What you should do = Report the count of lines containing the word "numbered" in these records, with no other text.

Saved data entries:
----------------------------------------
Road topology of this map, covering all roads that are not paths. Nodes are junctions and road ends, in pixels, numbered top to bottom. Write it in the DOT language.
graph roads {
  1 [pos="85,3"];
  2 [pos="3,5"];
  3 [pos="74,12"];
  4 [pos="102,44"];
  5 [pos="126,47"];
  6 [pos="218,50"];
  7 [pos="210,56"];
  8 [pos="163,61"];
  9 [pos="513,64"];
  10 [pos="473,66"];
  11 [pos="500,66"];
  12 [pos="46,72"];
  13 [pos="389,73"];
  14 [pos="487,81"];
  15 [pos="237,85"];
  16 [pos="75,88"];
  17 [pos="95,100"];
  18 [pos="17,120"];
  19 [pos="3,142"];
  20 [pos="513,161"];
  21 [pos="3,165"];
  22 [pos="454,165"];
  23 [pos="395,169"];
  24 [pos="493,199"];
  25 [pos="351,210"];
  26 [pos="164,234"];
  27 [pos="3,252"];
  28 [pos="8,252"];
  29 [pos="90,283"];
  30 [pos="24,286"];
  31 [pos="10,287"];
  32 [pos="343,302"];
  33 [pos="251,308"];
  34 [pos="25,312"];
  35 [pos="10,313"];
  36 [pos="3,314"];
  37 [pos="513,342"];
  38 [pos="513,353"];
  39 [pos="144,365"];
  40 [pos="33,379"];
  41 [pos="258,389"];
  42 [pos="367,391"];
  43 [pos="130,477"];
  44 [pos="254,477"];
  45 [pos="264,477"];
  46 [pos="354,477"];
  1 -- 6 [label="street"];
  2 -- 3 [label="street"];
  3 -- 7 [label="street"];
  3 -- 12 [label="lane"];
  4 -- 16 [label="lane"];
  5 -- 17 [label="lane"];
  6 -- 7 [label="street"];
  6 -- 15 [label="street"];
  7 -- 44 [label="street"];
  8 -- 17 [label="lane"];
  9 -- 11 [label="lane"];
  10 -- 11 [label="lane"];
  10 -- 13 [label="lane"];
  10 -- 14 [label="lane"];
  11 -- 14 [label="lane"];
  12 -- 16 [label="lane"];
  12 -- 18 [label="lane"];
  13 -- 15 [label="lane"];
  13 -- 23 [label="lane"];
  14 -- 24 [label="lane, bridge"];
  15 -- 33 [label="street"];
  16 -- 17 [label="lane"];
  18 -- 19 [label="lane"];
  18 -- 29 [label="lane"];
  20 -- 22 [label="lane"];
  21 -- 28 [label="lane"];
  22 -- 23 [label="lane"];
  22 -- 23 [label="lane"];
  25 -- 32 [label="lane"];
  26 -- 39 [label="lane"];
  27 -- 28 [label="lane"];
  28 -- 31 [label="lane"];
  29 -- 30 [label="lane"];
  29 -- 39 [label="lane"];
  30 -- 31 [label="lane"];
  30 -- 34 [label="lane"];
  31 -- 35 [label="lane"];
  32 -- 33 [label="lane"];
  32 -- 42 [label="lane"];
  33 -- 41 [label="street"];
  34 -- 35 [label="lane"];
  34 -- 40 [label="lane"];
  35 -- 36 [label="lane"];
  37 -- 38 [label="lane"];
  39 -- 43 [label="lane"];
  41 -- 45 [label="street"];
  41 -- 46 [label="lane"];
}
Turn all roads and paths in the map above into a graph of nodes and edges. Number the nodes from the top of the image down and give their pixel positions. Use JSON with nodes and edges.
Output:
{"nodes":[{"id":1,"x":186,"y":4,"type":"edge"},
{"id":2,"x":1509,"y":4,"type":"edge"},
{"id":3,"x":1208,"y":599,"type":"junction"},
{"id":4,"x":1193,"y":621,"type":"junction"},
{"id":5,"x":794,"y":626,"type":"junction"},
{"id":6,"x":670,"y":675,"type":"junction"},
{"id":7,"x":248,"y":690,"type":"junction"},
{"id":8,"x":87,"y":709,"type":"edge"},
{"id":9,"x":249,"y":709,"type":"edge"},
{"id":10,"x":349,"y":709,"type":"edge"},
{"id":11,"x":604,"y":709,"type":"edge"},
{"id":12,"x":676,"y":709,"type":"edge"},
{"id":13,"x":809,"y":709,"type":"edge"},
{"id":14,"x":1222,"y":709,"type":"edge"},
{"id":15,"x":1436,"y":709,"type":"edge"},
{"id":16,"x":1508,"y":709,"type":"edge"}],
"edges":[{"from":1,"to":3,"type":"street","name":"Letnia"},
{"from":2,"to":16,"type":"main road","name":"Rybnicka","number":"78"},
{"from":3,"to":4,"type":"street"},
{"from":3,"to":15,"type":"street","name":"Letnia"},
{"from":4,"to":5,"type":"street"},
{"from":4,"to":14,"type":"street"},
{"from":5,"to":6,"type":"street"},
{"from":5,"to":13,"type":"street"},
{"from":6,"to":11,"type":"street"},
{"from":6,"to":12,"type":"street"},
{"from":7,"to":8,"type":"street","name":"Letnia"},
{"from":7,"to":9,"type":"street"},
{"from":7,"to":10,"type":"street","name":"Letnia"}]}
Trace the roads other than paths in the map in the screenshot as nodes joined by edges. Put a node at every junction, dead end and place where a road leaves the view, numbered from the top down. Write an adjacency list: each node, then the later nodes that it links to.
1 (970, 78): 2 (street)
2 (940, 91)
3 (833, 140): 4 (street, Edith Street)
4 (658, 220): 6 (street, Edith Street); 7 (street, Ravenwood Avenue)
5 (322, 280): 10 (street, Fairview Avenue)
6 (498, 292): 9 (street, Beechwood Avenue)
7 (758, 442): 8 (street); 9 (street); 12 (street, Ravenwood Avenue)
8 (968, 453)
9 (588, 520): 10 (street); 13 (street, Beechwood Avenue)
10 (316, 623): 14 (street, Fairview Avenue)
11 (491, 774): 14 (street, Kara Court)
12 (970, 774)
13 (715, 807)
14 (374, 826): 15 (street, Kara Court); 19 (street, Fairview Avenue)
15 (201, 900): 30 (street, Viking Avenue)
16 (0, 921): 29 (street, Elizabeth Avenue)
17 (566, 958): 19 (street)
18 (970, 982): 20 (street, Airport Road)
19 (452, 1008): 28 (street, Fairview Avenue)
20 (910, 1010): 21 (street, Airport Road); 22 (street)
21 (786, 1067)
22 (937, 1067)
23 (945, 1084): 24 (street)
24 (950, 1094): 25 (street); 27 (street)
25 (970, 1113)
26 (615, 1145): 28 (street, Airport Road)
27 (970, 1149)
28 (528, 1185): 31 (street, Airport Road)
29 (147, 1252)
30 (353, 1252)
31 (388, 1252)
----------------------------------------
Answer to the problem = 2